LISTED RECORDS below:

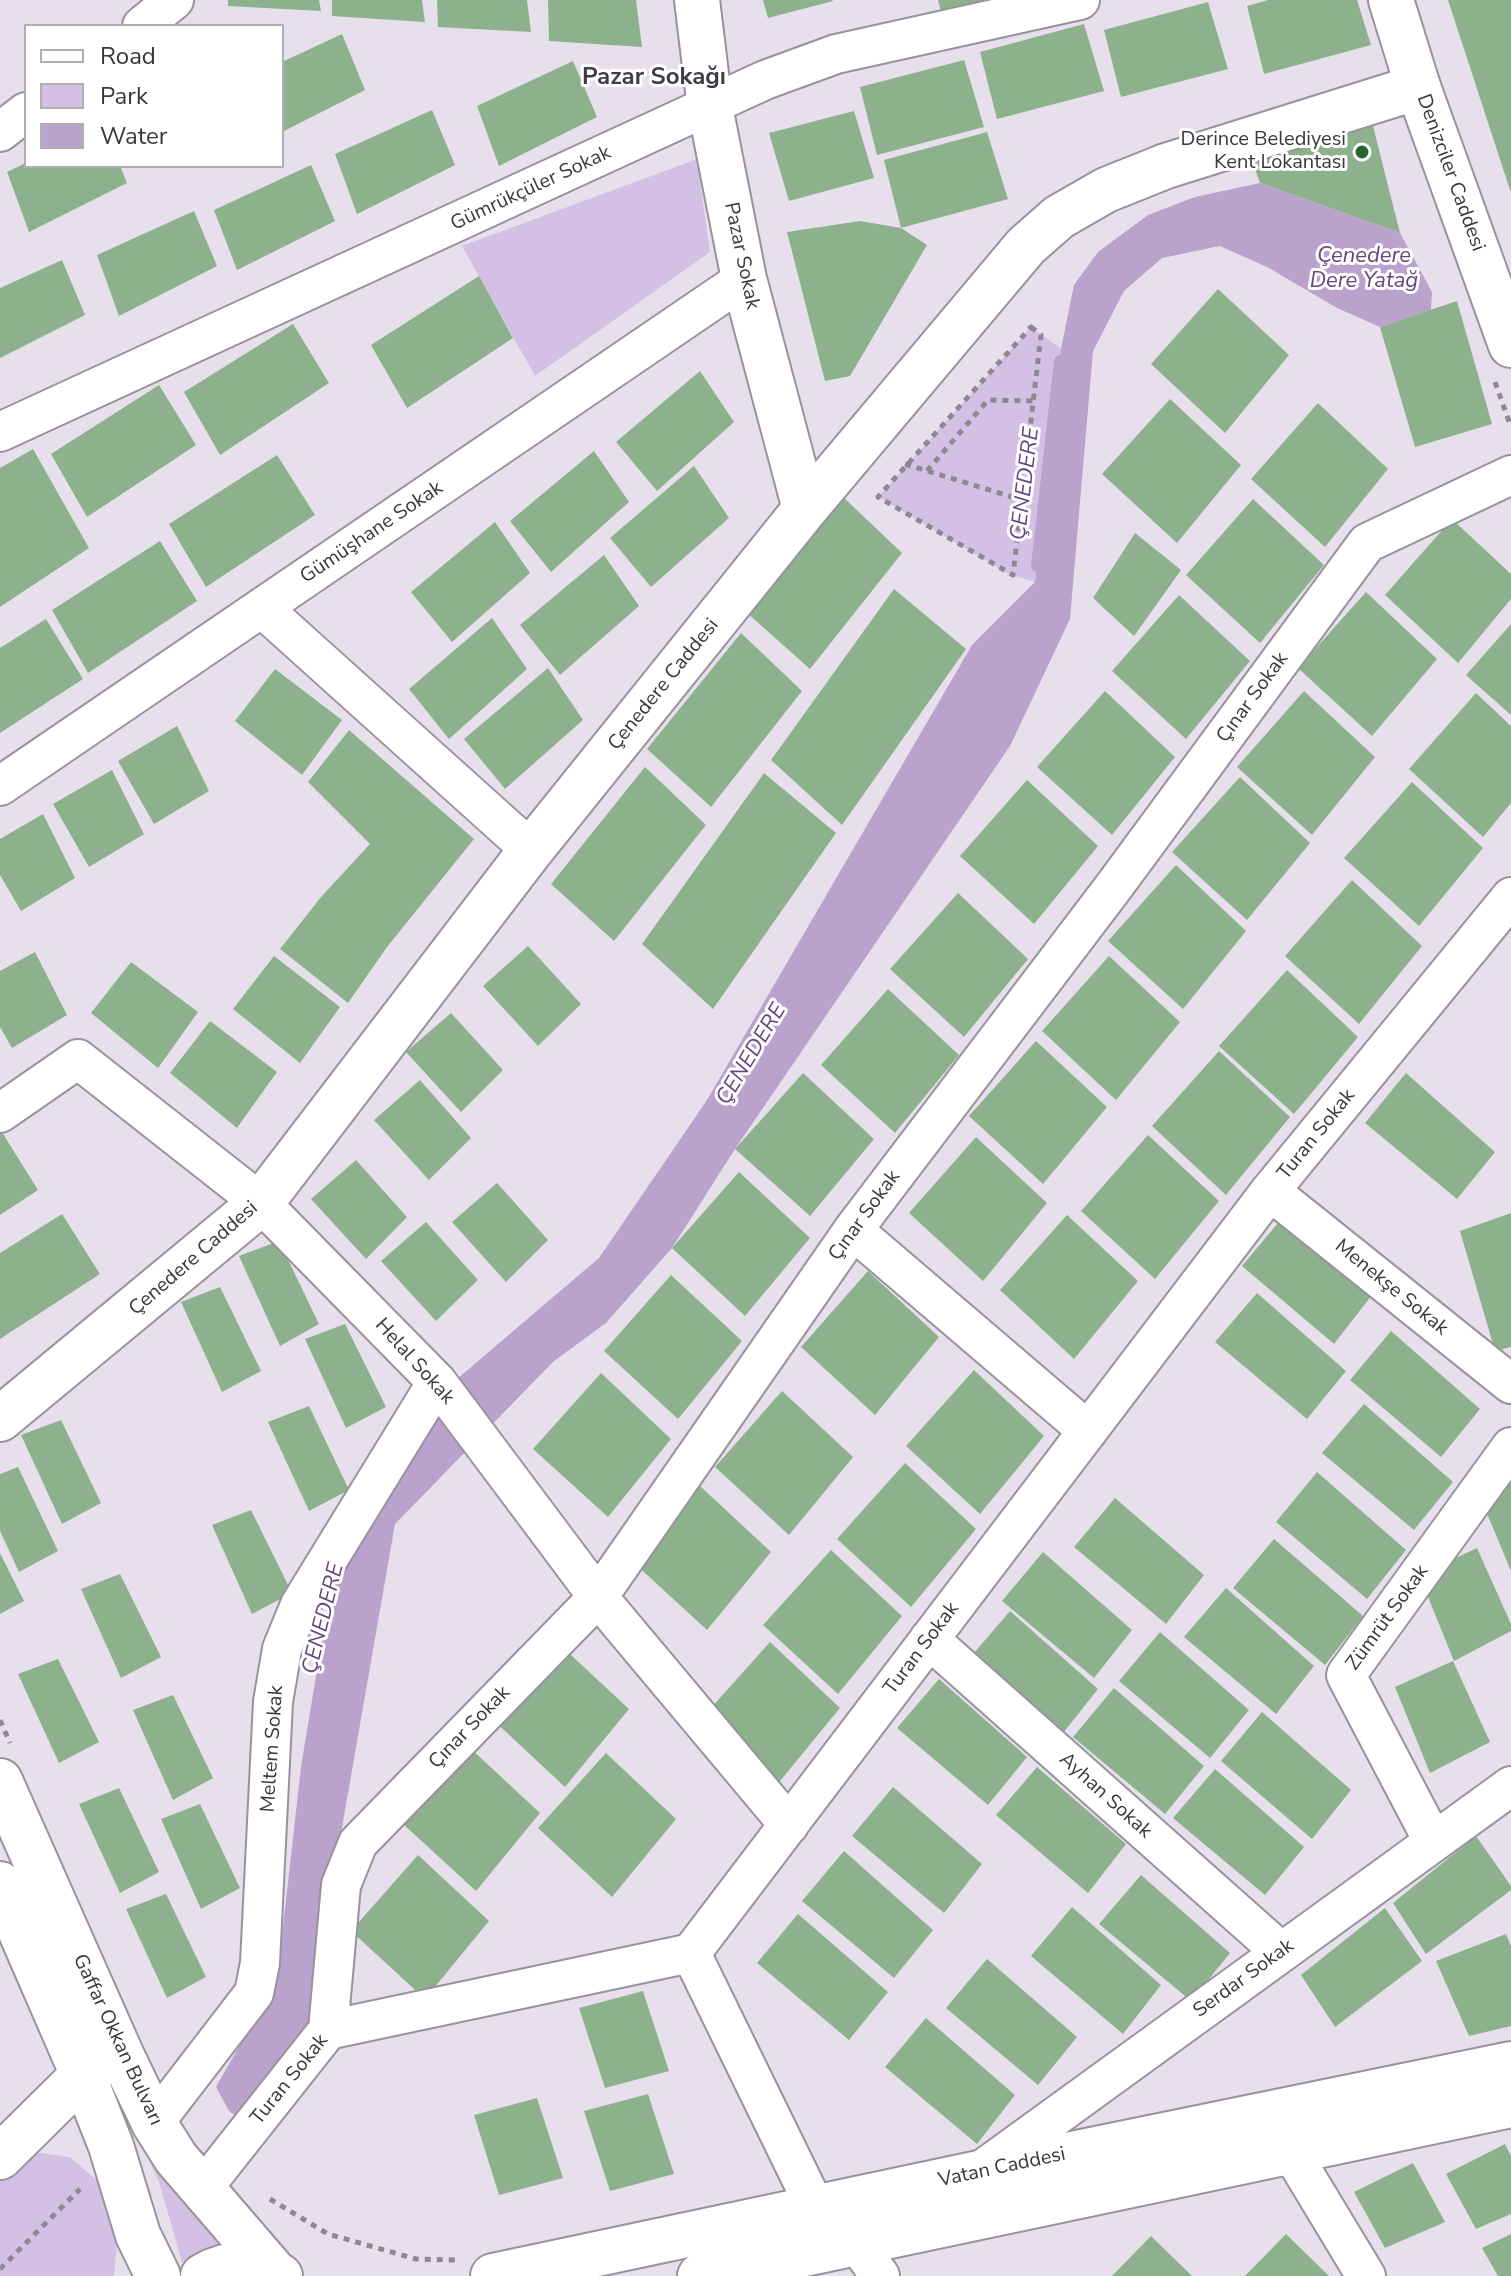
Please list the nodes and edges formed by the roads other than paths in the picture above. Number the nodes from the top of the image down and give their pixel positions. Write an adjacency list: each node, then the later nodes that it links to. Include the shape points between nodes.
1 (174, 0): 5 (street)
2 (697, 0): 7 (main road, Pazar Sokak)
3 (1080, 0): 7 (street, Gümrükçüler Sokak, via 836,54)
4 (1391, 0): 6 (main road, Denizciler Caddesi)
5 (144, 24)
6 (1418, 87): 11 (main road, Denizciler Caddesi); 15 (main road, Çenedere Caddesi, via 1166,166 1106,190 1059,217 1026,246)
7 (710, 107): 10 (main road, Pazar Sokak); 13 (street, Gümrükçüler Sokak)
8 (24, 114): 9 (street)
9 (0, 132)
10 (744, 279): 15 (main road, Pazar Sokak); 16 (street, Gümüşhane Sokak)
11 (1500, 280): 12 (main road, Denizciler Caddesi)
12 (1511, 345)
13 (0, 432)
14 (1511, 475): 23 (street, Çınar Sokak, via 1367,543)
15 (805, 509): 18 (main road, Çenedere Caddesi)
16 (262, 608): 17 (street, Gümüşhane Sokak); 18 (street)
17 (0, 786)
18 (531, 850): 22 (main road, Çenedere Caddesi)
19 (1511, 897): 21 (street, Turan Sokak)
20 (0, 1113): 22 (street, Helal Sokak, via 78,1059)
21 (1270, 1191): 25 (street, Menekşe Sokak); 27 (street, Turan Sokak)
22 (261, 1203): 24 (street, Helal Sokak); 26 (main road, Çenedere Caddesi)
23 (853, 1230): 27 (street); 29 (street, Çınar Sokak)
24 (437, 1382): 29 (street, Helal Sokak); 43 (street, Meltem Sokak, via 300,1605 282,1649 273,1702 254,1993)
25 (1511, 1384)
26 (0, 1419)
27 (1088, 1431): 30 (street, Turan Sokak)
28 (1511, 1447): 34 (street, Zümrüt Sokak, via 1346,1675)
29 (598, 1597): 33 (street, Helal Sokak); 38 (street, Çınar Sokak, via 358,1843 341,1885)
30 (929, 1639): 33 (street, Turan Sokak); 36 (street, Ayhan Sokak)
31 (6, 1764): 39 (main road, Gaffar Okkan Bulvarı)
32 (1511, 1786): 34 (street, Serdar Sokak)
33 (789, 1825): 37 (street, Turan Sokak)
34 (1433, 1841): 36 (street, Serdar Sokak)
35 (0, 1884): 41 (main road, Gaffar Okkan Bulvarı)
36 (1281, 1952): 46 (street, Serdar Sokak)
37 (691, 1953): 38 (street, Turan Sokak); 48 (street)
38 (328, 2030): 47 (street, Turan Sokak)
39 (120, 2052): 41 (main road); 43 (main road, Gaffar Okkan Bulvarı)
40 (1511, 2064): 46 (main road, Vatan Caddesi)
41 (83, 2075): 45 (main road); 52 (main road, Gaffar Okkan Bulvarı, via 138,2235)
42 (1511, 2105): 44 (main road)
43 (154, 2123): 47 (main road, Gaffar Okkan Bulvarı, via 176,2158)
44 (1291, 2152): 49 (main road); 55 (street)
45 (0, 2157)
46 (979, 2173): 48 (main road, Vatan Caddesi)
47 (213, 2176): 51 (main road, Gaffar Okkan Bulvarı)
48 (816, 2209): 50 (main road, Vatan Caddesi)
49 (869, 2260): 54 (main road)
50 (476, 2268)
51 (278, 2274): 53 (main road, via 236,2264)
52 (158, 2276)
53 (203, 2276)
54 (700, 2276)
55 (1366, 2276)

End of LISTED RECORDS.

WHAT YOU ARE ASKED TO DO: Set down each entry above exactly as it appears. Omit the pictures.

RESULT FOR THIS EXERCISE:
Please list the nodes and edges formed by the roads other than paths in the picture above. Number the nodes from the top of the image down and give their pixel positions. Write an adjacency list: each node, then the later nodes that it links to. Include the shape points between nodes.
1 (174, 0): 5 (street)
2 (697, 0): 7 (main road, Pazar Sokak)
3 (1080, 0): 7 (street, Gümrükçüler Sokak, via 836,54)
4 (1391, 0): 6 (main road, Denizciler Caddesi)
5 (144, 24)
6 (1418, 87): 11 (main road, Denizciler Caddesi); 15 (main road, Çenedere Caddesi, via 1166,166 1106,190 1059,217 1026,246)
7 (710, 107): 10 (main road, Pazar Sokak); 13 (street, Gümrükçüler Sokak)
8 (24, 114): 9 (street)
9 (0, 132)
10 (744, 279): 15 (main road, Pazar Sokak); 16 (street, Gümüşhane Sokak)
11 (1500, 280): 12 (main road, Denizciler Caddesi)
12 (1511, 345)
13 (0, 432)
14 (1511, 475): 23 (street, Çınar Sokak, via 1367,543)
15 (805, 509): 18 (main road, Çenedere Caddesi)
16 (262, 608): 17 (street, Gümüşhane Sokak); 18 (street)
17 (0, 786)
18 (531, 850): 22 (main road, Çenedere Caddesi)
19 (1511, 897): 21 (street, Turan Sokak)
20 (0, 1113): 22 (street, Helal Sokak, via 78,1059)
21 (1270, 1191): 25 (street, Menekşe Sokak); 27 (street, Turan Sokak)
22 (261, 1203): 24 (street, Helal Sokak); 26 (main road, Çenedere Caddesi)
23 (853, 1230): 27 (street); 29 (street, Çınar Sokak)
24 (437, 1382): 29 (street, Helal Sokak); 43 (street, Meltem Sokak, via 300,1605 282,1649 273,1702 254,1993)
25 (1511, 1384)
26 (0, 1419)
27 (1088, 1431): 30 (street, Turan Sokak)
28 (1511, 1447): 34 (street, Zümrüt Sokak, via 1346,1675)
29 (598, 1597): 33 (street, Helal Sokak); 38 (street, Çınar Sokak, via 358,1843 341,1885)
30 (929, 1639): 33 (street, Turan Sokak); 36 (street, Ayhan Sokak)
31 (6, 1764): 39 (main road, Gaffar Okkan Bulvarı)
32 (1511, 1786): 34 (street, Serdar Sokak)
33 (789, 1825): 37 (street, Turan Sokak)
34 (1433, 1841): 36 (street, Serdar Sokak)
35 (0, 1884): 41 (main road, Gaffar Okkan Bulvarı)
36 (1281, 1952): 46 (street, Serdar Sokak)
37 (691, 1953): 38 (street, Turan Sokak); 48 (street)
38 (328, 2030): 47 (street, Turan Sokak)
39 (120, 2052): 41 (main road); 43 (main road, Gaffar Okkan Bulvarı)
40 (1511, 2064): 46 (main road, Vatan Caddesi)
41 (83, 2075): 45 (main road); 52 (main road, Gaffar Okkan Bulvarı, via 138,2235)
42 (1511, 2105): 44 (main road)
43 (154, 2123): 47 (main road, Gaffar Okkan Bulvarı, via 176,2158)
44 (1291, 2152): 49 (main road); 55 (street)
45 (0, 2157)
46 (979, 2173): 48 (main road, Vatan Caddesi)
47 (213, 2176): 51 (main road, Gaffar Okkan Bulvarı)
48 (816, 2209): 50 (main road, Vatan Caddesi)
49 (869, 2260): 54 (main road)
50 (476, 2268)
51 (278, 2274): 53 (main road, via 236,2264)
52 (158, 2276)
53 (203, 2276)
54 (700, 2276)
55 (1366, 2276)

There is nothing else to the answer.